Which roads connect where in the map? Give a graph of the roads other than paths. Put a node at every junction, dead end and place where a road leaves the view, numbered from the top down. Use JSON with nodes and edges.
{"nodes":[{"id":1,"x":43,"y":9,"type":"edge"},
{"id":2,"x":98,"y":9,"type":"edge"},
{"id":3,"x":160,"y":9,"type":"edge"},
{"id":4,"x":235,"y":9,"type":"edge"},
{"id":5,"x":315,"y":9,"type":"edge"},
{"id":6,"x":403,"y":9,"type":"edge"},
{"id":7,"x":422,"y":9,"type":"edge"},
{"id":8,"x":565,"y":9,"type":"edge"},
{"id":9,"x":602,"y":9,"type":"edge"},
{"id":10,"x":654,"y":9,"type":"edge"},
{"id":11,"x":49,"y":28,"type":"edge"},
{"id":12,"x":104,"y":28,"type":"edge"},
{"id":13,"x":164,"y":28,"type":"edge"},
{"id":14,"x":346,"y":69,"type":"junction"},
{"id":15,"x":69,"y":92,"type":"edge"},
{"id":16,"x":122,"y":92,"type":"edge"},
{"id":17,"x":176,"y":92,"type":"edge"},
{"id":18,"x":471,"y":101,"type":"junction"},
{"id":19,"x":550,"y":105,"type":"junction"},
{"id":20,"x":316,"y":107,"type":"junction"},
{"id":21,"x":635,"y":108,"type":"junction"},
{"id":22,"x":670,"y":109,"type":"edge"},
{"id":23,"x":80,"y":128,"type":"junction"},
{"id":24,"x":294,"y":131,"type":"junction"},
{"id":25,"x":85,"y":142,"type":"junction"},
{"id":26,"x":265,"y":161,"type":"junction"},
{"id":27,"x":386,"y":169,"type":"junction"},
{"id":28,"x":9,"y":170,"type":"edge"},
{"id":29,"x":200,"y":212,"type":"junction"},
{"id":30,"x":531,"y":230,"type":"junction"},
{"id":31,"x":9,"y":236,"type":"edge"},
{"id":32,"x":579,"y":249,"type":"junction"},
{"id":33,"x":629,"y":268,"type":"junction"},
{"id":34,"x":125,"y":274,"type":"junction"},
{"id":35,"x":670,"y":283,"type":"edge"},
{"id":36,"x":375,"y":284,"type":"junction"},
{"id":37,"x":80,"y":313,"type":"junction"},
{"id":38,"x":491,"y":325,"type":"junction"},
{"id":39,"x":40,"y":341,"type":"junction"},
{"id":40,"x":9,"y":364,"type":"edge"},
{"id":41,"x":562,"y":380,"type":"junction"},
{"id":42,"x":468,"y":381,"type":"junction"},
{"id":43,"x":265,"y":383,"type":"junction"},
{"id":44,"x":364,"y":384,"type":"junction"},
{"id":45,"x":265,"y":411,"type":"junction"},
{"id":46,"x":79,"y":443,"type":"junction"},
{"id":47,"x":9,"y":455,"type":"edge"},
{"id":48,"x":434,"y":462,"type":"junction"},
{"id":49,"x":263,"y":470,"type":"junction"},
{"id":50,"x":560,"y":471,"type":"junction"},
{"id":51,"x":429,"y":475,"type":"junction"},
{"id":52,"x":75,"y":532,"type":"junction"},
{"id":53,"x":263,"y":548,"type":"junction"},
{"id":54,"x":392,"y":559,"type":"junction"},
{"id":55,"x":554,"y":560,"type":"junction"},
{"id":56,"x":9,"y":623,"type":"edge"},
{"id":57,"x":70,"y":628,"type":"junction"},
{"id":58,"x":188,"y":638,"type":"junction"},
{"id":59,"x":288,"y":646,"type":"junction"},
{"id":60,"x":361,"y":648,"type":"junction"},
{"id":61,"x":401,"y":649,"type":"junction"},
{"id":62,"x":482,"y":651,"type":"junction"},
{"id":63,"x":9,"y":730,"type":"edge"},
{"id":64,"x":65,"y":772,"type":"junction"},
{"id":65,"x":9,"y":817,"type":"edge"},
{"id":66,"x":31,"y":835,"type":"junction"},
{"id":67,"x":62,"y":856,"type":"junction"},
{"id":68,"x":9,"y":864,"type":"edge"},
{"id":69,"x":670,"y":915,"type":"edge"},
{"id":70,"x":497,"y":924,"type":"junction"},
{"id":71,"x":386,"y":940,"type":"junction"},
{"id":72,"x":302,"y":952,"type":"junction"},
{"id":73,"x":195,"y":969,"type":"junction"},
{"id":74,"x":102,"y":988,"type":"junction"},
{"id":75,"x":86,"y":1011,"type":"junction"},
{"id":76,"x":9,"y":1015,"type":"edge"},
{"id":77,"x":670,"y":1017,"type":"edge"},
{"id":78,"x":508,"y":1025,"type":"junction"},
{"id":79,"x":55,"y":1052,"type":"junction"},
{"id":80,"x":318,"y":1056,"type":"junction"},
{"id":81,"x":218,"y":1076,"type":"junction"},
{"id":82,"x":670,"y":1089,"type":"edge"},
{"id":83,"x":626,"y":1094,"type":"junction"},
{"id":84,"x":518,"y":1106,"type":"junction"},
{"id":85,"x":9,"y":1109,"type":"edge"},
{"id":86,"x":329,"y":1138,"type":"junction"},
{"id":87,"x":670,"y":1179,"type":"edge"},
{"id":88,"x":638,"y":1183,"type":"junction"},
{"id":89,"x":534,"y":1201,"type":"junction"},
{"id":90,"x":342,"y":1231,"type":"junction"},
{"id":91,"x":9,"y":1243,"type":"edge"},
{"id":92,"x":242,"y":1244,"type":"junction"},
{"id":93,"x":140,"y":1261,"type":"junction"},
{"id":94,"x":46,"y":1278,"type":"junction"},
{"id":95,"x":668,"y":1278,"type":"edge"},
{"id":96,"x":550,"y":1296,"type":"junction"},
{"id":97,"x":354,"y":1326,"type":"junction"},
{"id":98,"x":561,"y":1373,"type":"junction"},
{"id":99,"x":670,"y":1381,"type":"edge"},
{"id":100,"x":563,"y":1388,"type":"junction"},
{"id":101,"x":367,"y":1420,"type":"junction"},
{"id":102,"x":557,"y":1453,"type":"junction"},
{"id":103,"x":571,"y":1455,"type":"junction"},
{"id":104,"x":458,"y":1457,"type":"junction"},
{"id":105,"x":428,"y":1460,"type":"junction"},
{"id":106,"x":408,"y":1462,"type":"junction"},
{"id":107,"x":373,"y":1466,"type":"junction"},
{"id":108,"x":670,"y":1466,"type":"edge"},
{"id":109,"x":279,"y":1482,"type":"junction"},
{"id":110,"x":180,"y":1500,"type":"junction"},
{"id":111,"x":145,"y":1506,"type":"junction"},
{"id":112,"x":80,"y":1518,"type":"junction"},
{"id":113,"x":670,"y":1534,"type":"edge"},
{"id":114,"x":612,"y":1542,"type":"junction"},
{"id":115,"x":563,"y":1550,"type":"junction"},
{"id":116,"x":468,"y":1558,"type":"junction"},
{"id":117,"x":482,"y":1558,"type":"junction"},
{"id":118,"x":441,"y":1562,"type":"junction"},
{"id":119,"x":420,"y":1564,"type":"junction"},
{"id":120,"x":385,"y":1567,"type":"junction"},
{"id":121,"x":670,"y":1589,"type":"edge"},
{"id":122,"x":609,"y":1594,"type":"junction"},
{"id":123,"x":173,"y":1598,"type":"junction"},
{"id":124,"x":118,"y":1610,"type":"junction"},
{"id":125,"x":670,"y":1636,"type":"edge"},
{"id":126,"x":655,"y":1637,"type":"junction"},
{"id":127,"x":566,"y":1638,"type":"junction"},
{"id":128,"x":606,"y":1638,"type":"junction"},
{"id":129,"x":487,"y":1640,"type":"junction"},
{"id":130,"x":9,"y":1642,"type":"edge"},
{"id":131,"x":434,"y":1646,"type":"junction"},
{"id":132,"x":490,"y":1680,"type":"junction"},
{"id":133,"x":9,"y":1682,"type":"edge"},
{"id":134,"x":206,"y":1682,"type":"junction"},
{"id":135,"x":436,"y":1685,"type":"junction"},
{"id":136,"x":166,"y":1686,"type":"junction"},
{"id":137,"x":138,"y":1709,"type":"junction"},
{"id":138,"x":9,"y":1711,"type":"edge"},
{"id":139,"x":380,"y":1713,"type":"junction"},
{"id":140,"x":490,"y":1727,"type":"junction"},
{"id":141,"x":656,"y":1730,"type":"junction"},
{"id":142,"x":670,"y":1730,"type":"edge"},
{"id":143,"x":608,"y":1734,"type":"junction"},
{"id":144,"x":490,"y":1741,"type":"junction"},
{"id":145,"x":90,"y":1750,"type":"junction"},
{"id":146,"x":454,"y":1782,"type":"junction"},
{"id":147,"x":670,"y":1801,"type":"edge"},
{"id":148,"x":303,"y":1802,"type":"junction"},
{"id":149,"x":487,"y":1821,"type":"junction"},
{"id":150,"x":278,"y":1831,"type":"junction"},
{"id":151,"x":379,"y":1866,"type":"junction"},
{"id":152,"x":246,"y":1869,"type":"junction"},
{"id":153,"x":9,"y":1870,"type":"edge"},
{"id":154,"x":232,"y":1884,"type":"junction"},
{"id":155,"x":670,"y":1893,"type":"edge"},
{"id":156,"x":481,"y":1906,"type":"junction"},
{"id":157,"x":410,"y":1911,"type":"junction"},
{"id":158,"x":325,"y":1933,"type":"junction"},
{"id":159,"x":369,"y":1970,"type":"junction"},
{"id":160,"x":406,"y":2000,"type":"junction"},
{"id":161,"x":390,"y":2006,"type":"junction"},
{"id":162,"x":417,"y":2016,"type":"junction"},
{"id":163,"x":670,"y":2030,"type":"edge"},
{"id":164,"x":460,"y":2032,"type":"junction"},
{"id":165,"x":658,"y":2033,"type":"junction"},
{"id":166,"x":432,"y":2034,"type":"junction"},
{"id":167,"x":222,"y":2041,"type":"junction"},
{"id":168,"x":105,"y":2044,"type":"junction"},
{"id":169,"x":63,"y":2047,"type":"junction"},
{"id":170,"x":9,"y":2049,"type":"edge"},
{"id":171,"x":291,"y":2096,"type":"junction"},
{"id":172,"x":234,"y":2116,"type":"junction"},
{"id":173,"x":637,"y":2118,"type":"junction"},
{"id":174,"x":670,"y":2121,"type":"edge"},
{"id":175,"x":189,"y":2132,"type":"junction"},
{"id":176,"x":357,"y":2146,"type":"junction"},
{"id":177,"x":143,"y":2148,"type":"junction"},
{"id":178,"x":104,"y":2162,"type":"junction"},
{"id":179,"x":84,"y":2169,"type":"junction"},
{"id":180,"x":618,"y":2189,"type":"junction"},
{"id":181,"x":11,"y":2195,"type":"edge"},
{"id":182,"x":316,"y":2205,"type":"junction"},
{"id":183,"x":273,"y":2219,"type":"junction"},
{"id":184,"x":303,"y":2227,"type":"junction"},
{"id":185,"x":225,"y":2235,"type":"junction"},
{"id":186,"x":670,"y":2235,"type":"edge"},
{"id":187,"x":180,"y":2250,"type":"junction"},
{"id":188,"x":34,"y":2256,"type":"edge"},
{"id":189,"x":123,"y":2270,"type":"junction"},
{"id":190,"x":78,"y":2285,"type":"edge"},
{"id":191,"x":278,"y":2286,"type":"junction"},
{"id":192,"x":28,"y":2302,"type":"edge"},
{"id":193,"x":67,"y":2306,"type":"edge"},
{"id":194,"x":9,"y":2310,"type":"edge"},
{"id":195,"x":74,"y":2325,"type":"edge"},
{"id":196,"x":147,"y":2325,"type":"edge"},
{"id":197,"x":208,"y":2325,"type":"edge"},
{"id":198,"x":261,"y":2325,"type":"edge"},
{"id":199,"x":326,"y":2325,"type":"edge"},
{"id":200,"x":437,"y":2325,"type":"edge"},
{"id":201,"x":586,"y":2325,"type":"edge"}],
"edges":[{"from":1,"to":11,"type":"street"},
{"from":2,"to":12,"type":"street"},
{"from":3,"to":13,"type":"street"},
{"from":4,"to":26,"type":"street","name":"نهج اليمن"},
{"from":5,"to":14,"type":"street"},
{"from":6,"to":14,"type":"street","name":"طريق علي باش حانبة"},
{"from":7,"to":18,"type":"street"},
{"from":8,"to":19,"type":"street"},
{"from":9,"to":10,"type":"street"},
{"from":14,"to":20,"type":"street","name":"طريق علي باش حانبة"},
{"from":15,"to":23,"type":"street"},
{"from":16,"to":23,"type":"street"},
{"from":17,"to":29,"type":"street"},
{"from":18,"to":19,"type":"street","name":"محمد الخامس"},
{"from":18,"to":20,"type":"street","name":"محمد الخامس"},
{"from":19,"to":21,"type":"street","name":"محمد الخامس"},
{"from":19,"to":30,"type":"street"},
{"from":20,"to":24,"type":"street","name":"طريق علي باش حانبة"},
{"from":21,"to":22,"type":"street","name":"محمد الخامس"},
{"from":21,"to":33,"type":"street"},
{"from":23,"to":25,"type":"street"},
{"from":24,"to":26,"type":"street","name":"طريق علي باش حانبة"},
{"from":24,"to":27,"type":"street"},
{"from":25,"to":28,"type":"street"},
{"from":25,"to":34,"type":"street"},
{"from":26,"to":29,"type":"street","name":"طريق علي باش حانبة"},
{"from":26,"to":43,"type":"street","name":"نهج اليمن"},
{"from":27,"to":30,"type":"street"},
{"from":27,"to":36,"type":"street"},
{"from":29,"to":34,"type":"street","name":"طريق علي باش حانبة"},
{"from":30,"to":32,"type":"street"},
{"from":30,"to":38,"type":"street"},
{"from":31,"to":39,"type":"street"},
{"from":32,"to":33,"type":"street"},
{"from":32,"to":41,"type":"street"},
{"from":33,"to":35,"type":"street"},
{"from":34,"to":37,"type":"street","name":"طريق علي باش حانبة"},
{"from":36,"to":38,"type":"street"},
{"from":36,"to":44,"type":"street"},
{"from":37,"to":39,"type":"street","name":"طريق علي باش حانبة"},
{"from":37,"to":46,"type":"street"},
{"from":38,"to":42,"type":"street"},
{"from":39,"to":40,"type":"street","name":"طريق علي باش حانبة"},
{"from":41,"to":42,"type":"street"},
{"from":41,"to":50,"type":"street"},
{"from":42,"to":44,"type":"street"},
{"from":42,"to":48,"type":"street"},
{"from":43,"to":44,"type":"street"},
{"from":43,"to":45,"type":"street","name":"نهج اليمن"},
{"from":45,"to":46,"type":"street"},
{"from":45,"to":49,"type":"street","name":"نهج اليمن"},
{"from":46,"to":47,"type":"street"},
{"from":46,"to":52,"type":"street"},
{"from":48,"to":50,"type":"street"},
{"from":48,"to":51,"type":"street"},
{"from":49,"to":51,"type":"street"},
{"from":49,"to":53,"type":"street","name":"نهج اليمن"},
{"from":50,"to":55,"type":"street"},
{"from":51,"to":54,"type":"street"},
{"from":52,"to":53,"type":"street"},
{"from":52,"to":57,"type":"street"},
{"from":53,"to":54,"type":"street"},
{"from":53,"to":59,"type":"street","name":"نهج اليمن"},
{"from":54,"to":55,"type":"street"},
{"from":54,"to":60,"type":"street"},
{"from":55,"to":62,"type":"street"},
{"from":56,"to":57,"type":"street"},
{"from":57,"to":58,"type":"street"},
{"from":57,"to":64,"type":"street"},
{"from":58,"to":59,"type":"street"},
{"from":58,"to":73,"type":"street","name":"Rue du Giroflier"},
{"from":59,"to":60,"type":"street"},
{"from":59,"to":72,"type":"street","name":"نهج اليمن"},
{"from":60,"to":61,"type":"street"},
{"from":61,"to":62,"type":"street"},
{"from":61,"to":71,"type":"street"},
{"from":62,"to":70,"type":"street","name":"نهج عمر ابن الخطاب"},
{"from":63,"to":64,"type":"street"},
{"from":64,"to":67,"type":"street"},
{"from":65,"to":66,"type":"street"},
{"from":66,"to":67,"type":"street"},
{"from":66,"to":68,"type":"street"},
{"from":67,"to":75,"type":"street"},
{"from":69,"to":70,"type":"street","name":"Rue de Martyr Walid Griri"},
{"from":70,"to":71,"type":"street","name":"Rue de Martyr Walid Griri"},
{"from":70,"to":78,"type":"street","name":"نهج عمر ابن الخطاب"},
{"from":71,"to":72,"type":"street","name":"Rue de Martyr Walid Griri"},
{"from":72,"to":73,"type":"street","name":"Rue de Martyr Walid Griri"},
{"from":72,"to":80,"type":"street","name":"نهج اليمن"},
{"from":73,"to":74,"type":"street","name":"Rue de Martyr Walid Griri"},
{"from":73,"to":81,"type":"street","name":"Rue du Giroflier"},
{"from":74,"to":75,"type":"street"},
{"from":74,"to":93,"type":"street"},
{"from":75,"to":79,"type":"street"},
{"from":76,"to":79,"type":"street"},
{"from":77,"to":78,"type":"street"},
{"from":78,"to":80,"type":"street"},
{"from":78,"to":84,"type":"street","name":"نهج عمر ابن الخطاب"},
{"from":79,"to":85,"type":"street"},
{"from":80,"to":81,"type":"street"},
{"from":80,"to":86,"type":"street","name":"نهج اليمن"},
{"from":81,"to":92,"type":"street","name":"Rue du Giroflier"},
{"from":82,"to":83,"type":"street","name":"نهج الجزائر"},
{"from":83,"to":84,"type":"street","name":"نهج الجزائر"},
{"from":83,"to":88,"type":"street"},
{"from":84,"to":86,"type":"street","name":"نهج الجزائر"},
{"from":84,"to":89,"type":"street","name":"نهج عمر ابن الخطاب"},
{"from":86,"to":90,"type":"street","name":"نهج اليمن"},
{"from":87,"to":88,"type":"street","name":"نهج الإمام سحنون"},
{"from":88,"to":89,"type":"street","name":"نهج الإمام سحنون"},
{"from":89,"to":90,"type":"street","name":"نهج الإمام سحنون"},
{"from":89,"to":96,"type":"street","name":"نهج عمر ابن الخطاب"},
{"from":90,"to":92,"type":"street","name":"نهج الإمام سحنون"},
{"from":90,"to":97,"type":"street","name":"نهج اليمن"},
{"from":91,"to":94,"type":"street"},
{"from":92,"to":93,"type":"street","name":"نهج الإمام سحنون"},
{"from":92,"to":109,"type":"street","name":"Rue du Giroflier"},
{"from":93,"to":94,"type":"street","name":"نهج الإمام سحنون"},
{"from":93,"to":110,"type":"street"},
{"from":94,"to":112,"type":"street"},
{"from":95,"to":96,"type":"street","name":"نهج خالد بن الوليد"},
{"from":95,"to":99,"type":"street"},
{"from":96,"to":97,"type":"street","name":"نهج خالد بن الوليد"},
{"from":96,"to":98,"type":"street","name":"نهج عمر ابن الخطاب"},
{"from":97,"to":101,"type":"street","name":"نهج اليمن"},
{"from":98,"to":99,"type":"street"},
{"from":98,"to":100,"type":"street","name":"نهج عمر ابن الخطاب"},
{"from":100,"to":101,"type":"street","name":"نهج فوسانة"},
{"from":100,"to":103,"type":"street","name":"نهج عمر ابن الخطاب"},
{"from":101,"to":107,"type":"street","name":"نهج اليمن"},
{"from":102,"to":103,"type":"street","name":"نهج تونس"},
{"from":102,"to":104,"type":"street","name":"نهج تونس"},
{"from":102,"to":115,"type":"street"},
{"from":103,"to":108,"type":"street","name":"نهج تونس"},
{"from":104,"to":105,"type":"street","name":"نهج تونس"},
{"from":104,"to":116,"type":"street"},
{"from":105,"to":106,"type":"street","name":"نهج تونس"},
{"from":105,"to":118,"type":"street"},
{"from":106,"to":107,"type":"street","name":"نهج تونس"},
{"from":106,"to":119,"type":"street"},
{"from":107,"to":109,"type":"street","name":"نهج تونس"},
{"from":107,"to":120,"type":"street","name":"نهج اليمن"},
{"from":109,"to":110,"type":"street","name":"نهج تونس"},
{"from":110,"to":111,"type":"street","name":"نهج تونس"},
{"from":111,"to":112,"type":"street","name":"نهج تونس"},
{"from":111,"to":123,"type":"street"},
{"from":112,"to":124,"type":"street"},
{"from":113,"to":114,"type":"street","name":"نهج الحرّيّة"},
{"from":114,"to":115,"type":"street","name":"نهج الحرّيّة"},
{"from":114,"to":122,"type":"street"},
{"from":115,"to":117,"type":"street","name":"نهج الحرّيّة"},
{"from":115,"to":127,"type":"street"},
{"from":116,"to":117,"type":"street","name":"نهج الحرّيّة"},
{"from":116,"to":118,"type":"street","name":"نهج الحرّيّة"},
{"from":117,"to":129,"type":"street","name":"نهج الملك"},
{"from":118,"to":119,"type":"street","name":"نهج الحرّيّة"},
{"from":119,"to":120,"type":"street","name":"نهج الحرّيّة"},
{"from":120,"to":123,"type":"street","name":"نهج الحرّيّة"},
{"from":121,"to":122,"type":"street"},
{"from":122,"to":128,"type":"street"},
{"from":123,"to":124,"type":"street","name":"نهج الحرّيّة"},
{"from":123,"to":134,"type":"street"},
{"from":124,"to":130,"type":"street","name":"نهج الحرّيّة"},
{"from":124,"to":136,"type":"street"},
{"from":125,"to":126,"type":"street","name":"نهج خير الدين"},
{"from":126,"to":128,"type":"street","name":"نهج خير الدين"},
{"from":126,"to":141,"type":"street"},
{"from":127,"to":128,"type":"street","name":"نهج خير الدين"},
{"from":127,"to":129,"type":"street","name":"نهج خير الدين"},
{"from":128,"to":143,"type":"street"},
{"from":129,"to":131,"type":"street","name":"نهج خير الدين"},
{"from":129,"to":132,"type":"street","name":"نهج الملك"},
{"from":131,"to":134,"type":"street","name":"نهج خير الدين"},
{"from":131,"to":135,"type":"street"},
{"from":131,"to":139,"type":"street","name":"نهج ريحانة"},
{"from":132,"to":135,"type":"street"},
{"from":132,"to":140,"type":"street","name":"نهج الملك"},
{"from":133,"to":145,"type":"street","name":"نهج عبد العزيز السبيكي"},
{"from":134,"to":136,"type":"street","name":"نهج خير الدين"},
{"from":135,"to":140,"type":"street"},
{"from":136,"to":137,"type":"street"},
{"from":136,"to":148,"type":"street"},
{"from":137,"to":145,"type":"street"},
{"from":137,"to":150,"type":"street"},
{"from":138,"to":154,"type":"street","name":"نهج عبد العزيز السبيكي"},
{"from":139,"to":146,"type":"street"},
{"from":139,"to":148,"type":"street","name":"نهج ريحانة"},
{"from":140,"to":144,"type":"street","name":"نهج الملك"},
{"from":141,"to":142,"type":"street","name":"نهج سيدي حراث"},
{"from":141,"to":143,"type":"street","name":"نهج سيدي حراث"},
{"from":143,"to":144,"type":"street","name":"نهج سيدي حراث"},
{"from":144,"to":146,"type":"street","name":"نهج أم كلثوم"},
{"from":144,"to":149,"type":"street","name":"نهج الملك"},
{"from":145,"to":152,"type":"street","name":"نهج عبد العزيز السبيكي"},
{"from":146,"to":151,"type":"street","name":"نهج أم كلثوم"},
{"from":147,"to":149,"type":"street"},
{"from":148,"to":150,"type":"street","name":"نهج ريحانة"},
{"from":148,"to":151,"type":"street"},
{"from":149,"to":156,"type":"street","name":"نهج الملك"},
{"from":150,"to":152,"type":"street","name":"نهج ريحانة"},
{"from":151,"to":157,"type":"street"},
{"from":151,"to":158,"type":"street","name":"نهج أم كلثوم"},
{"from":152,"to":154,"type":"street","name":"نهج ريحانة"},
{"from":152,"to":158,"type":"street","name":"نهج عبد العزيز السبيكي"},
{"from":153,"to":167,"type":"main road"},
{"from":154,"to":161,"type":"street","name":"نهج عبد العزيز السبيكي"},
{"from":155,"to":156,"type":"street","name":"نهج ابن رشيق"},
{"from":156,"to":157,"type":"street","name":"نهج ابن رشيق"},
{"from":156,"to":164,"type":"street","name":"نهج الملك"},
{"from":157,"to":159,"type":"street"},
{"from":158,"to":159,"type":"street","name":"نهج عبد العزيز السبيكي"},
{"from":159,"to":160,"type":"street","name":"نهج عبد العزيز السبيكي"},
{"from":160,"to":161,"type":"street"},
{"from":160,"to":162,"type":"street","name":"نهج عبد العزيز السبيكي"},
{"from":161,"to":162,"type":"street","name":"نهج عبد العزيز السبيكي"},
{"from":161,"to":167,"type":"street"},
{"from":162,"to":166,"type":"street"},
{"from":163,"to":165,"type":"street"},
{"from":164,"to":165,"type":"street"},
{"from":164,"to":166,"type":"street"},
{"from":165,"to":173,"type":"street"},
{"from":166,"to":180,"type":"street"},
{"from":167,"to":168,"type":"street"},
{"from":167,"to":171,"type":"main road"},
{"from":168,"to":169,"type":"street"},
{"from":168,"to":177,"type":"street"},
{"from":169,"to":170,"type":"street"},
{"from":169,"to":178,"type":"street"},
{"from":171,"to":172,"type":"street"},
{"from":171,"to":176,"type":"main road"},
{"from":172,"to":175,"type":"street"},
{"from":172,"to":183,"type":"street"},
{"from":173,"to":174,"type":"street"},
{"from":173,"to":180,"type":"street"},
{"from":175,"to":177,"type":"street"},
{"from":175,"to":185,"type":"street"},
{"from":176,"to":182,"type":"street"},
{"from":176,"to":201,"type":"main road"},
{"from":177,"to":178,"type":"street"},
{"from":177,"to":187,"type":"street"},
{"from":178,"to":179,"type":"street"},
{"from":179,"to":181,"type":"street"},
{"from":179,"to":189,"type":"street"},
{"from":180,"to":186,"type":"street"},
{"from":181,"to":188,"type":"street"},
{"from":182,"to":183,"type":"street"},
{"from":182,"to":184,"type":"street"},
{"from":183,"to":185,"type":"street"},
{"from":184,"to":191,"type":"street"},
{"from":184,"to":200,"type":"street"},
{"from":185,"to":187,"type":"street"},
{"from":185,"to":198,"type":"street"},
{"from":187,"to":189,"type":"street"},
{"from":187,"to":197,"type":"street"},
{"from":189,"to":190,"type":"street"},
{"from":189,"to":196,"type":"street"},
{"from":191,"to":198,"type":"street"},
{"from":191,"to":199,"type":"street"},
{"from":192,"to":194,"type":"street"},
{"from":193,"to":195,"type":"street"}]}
◆ ◆ ◆ ◆ ◆ ◆ ◆
PROBLEM STATEMENT: Wherever the word "nodes" appears in a line of the data above, copy that line.

ANSWER BOX:
Which roads connect where in the map? Give a graph of the roads other than paths. Put a node at every junction, dead end and place where a road leaves the view, numbered from the top down. Use JSON with nodes and edges.
{"nodes":[{"id":1,"x":43,"y":9,"type":"edge"},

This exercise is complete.